» **Exercise directions**:
Check every line below, and copy those that include "Saxovat".

Records drawn from a dataset:

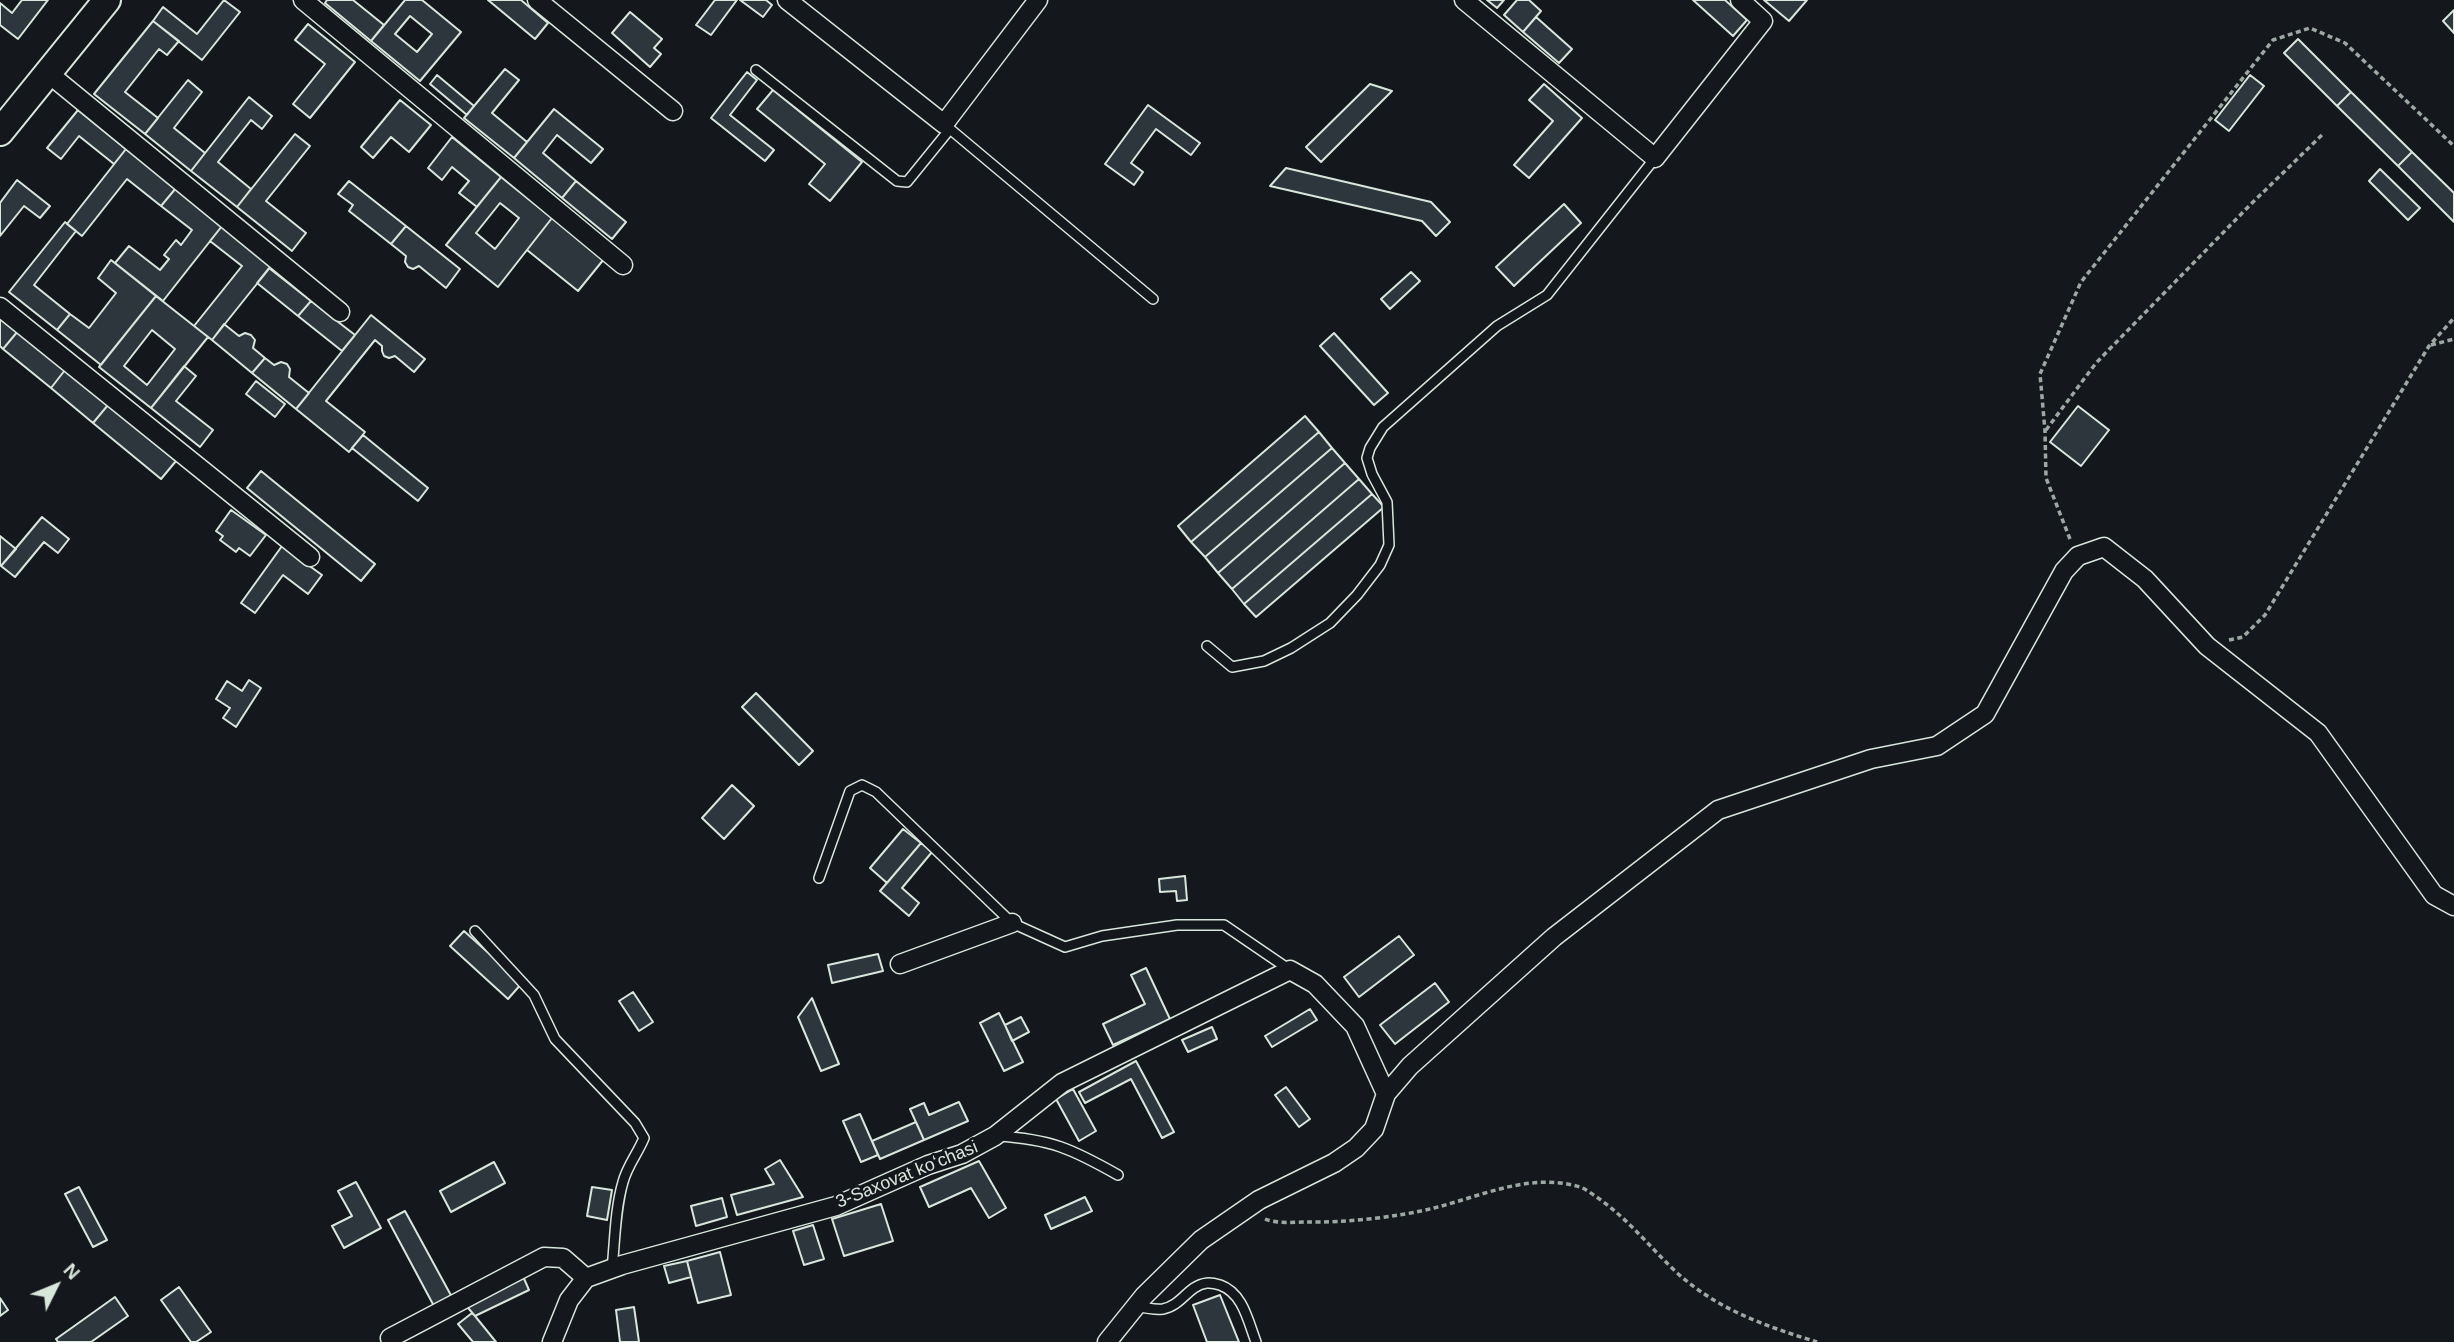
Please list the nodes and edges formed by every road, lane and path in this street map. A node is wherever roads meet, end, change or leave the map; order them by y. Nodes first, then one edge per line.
1 (107, 0) edge
2 (303, 0) edge
3 (537, 0) edge
4 (787, 0) edge
5 (1038, 0) edge
6 (1464, 0) edge
7 (1740, 0) edge
8 (756, 69) dead end
9 (48, 73) junction
10 (673, 111) dead end
11 (947, 126) junction
12 (0, 132) edge
13 (2324, 134) dead end
14 (2454, 146) edge
15 (1655, 158) junction
16 (623, 265) dead end
17 (1153, 299) dead end
18 (0, 307) edge
19 (340, 312) dead end
20 (2454, 318) edge
21 (2454, 340) edge
22 (2429, 346) junction
23 (2045, 431) junction
24 (2078, 556) junction
25 (310, 557) dead end
26 (1208, 646) dead end
27 (2207, 646) junction
28 (819, 878) dead end
29 (2454, 906) edge
30 (1012, 923) junction
31 (475, 931) dead end
32 (900, 964) dead end
33 (1290, 971) junction
34 (1386, 1094) junction
35 (995, 1136) junction
36 (1118, 1175) dead end
37 (1243, 1210) junction
38 (612, 1269) junction
39 (586, 1278) junction
40 (1136, 1306) junction
41 (390, 1338) dead end
42 (552, 1342) edge
43 (1107, 1342) edge
44 (1256, 1342) edge
45 (1817, 1342) edge

1 - 9 street
2 - 16 street
3 - 10 street
4 - 11 street
5 - 11 street
6 - 15 street
7 - 15 street
8 - 11 lane
9 - 12 street
9 - 19 street
11 - 17 lane
13 - 23 path
14 - 23 path
15 - 26 lane
18 - 25 street
20 - 22 path
21 - 22 path
22 - 27 path
23 - 24 path
24 - 27 street
24 - 34 street
27 - 29 street
28 - 30 lane
30 - 32 street
30 - 33 lane
31 - 38 lane
33 - 34 street
33 - 35 street, 3-Saxovat koʻchasi
34 - 37 street
35 - 36 lane
35 - 38 street, 3-Saxovat koʻchasi
37 - 40 street
37 - 45 path
38 - 39 street, 3-Saxovat koʻchasi
39 - 41 street
39 - 42 street
40 - 43 street
40 - 44 lane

» **Written solution**:
33 - 35 street, 3-Saxovat koʻchasi
35 - 38 street, 3-Saxovat koʻchasi
38 - 39 street, 3-Saxovat koʻchasi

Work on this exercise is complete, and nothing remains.